2. Half Circle Light Source:
This aperture is beneficial if the pupil is partially obstructed by a lens with cataracts. It allows light to pass through only the clear portion of the pupil, preventing light from reflecting back.
3. Red Free:
Designed to enhance visualization of vessels and hemorrhages by improving contrast. This setting renders the retina in black and white, enhancing the clarity of vascular structures.
4. Slit Beam:
Used for examining contour abnormalities of the cornea, lens, and retina. It provides a narrow beam of light suitable for detailed assessment of these structures.
5. Blue Light:
Some ophthalmoscopes are equipped with a blue light feature, which is particularly useful for observing corneal abrasions and ulcers after fluorescein staining. The blue light enhances the visibility of these lesions.
6. Grid:
This aperture is employed for making rough approximations of the relative distance between retinal lesions. It is also utilized in visuoscopy to identify eccentric fixation, aiding in the assessment of visual function.
Indications of Direct Ophthalmoscopy:
Direct ophthalmoscopy is a valuable diagnostic tool with several indications for its use. Here’s a precise explanation based on the provided information:
1. Diagnosis of Opacities in Refractive Media:
Direct ophthalmoscopy enables the detection of opacities within the refractive media of the eye. These opacities appear as black shadows in the red glow seen through the ophthalmoscope, aiding in the diagnosis of conditions such as cataracts or corneal opacities.
2. Bruckner Test:
The Bruckner test, performed using direct ophthalmoscopy, provides insight into the refractive status of the eye without the need for retinoscopy. This test can help identify refractive errors and guide further assessment and management.
3. Assessment of Cup-Disc Ratio in Glaucoma:
Direct ophthalmoscopy allows for the evaluation of the cup-disc ratio, which is important for the early detection of glaucoma. Changes in the cup-disc ratio can indicate optic nerve damage, prompting further evaluation and management.
4. Visuoscopy:
Direct ophthalmoscopy with a grid aperture facilitates visuoscopy, which is useful for identifying eccentric fixation. This technique aids in the assessment of visual function and can be valuable in diagnosing and managing Amblyopia or eccentric fixation training.

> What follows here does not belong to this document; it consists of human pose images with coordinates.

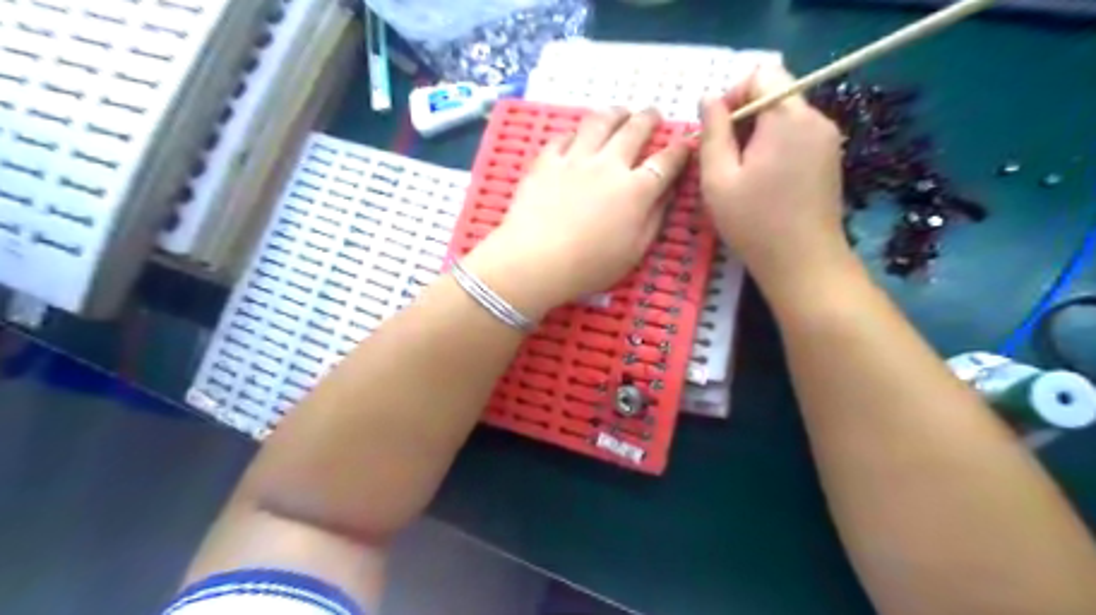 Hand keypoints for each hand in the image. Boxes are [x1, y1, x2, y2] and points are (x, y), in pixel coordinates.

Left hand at [466, 105, 687, 315]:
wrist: (536, 261)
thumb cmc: (590, 266)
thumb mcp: (634, 252)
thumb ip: (654, 219)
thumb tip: (666, 193)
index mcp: (636, 190)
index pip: (666, 162)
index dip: (679, 150)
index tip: (685, 143)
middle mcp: (609, 165)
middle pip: (634, 130)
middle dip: (648, 118)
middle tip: (653, 114)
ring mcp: (575, 159)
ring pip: (599, 122)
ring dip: (614, 113)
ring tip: (620, 111)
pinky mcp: (546, 162)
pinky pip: (564, 137)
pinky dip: (575, 133)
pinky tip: (577, 136)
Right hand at [702, 62, 844, 288]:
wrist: (803, 263)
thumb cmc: (754, 223)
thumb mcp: (718, 179)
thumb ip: (712, 133)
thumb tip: (708, 99)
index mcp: (787, 118)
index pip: (761, 75)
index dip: (733, 95)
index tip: (716, 131)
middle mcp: (815, 119)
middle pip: (775, 94)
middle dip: (744, 118)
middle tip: (723, 158)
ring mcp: (827, 139)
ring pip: (785, 116)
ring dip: (758, 134)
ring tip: (740, 174)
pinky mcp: (830, 158)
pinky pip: (797, 136)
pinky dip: (775, 146)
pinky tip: (763, 181) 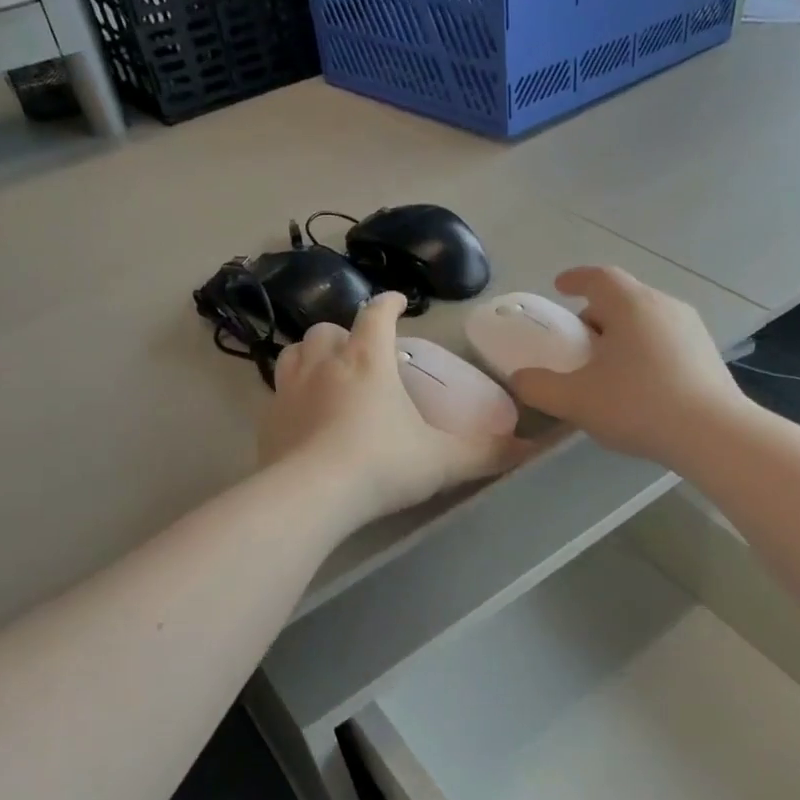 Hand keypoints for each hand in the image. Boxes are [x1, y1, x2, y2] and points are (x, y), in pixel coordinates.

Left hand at [259, 294, 530, 526]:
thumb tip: (531, 450)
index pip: (377, 314)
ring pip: (297, 352)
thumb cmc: (381, 466)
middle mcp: (326, 363)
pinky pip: (277, 391)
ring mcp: (290, 389)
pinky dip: (292, 391)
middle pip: (329, 329)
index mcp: (368, 360)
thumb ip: (487, 453)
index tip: (399, 303)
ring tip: (328, 371)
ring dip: (313, 354)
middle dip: (346, 333)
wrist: (311, 497)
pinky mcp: (268, 418)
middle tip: (361, 352)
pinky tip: (303, 413)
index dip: (389, 304)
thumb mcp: (442, 461)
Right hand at [510, 267, 746, 466]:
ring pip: (646, 319)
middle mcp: (663, 305)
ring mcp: (691, 328)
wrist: (713, 435)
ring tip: (607, 365)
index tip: (560, 286)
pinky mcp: (707, 354)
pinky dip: (644, 349)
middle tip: (578, 340)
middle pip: (623, 297)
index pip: (598, 277)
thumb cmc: (638, 405)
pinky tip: (639, 383)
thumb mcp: (575, 400)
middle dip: (596, 313)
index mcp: (630, 305)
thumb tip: (519, 378)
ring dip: (622, 333)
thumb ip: (539, 387)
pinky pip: (666, 339)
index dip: (575, 278) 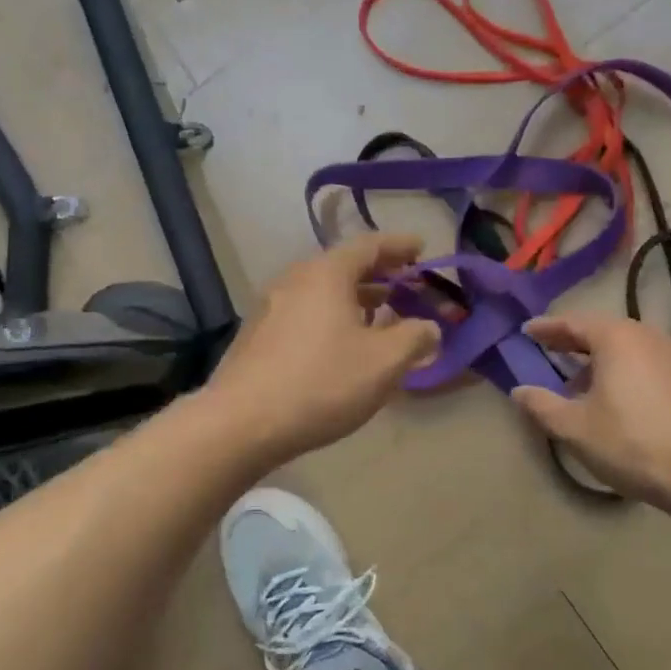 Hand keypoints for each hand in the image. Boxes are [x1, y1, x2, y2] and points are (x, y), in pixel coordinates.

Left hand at [205, 234, 440, 464]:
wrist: (241, 424)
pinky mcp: (259, 336)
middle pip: (344, 265)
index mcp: (326, 274)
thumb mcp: (383, 362)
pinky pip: (306, 312)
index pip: (369, 245)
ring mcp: (271, 308)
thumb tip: (429, 328)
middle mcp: (295, 280)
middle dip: (380, 272)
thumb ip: (415, 338)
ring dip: (356, 296)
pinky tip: (344, 342)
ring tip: (382, 311)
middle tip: (407, 280)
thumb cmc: (321, 383)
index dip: (399, 245)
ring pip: (323, 291)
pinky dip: (333, 315)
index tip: (422, 247)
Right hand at [510, 313, 670, 517]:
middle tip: (549, 352)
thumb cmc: (634, 442)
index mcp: (616, 337)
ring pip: (628, 350)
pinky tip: (621, 403)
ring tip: (582, 386)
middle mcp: (648, 336)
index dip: (546, 328)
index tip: (526, 331)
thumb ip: (542, 405)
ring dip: (601, 363)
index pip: (572, 322)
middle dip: (573, 344)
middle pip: (602, 332)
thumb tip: (519, 391)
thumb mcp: (576, 428)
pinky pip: (648, 366)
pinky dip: (626, 374) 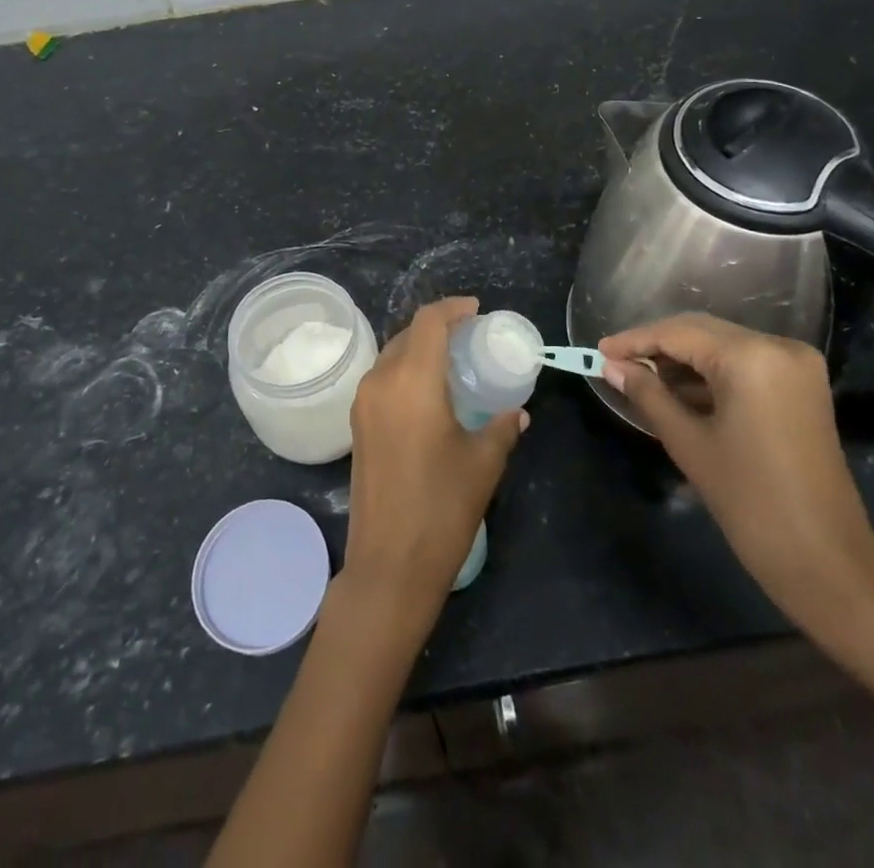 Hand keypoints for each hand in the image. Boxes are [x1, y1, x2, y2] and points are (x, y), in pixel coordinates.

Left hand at [342, 297, 527, 631]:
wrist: (389, 565)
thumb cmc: (442, 508)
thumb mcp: (483, 463)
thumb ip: (501, 428)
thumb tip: (516, 412)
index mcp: (412, 381)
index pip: (428, 322)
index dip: (452, 308)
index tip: (476, 311)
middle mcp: (380, 381)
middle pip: (407, 334)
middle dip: (437, 327)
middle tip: (469, 337)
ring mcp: (363, 403)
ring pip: (391, 356)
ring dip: (419, 349)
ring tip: (452, 362)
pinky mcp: (357, 424)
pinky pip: (382, 379)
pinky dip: (405, 371)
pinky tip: (429, 393)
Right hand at [599, 314, 873, 626]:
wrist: (826, 559)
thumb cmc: (749, 500)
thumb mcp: (688, 442)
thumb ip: (647, 394)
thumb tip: (611, 366)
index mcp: (752, 356)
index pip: (679, 333)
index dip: (635, 340)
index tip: (598, 350)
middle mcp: (779, 346)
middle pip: (703, 332)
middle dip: (657, 346)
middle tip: (615, 363)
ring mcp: (796, 364)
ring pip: (723, 346)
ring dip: (683, 360)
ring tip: (641, 378)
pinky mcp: (802, 385)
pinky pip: (745, 364)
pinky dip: (711, 374)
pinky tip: (679, 390) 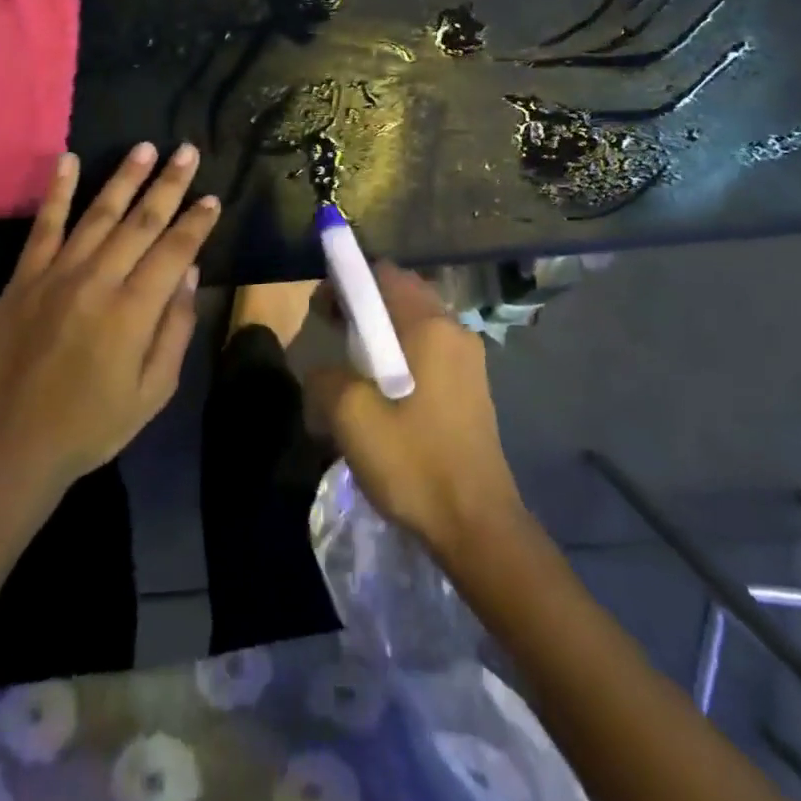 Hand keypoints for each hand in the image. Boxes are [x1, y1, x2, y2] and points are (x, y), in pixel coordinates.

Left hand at [0, 143, 220, 497]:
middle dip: (169, 184)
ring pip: (98, 213)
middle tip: (188, 151)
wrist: (13, 444)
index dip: (197, 221)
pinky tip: (69, 160)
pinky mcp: (24, 277)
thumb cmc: (93, 424)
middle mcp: (97, 280)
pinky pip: (43, 225)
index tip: (212, 197)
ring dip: (125, 177)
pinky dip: (57, 190)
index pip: (174, 250)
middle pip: (141, 221)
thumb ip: (175, 328)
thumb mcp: (153, 391)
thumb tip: (189, 272)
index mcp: (133, 310)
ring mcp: (56, 273)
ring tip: (146, 148)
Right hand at [307, 262, 524, 554]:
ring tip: (351, 364)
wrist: (477, 527)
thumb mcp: (351, 417)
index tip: (323, 308)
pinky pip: (427, 350)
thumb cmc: (415, 462)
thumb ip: (325, 377)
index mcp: (430, 326)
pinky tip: (381, 390)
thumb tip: (323, 372)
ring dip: (379, 332)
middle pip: (400, 294)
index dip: (347, 281)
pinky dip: (399, 353)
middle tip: (331, 331)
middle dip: (362, 305)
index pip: (384, 273)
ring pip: (414, 323)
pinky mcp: (470, 387)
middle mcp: (454, 330)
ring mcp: (468, 360)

5. Differentiation of Iris Mole and Hole:
Direct ophthalmoscopy aids in distinguishing between a mole and a hole in the iris. While a mole appears black as usual, a red reflex is observed through a hole in the iris during distant direct ophthalmoscopy, aiding in accurate diagnosis.
6. Recognition of Detached Retina or Fundus Tumors:
Distant direct ophthalmoscopy helps recognize signs of a detached retina or tumors arising from the fundus. A grayish reflex observed during examination may indicate the presence of these conditions, prompting further evaluation and management.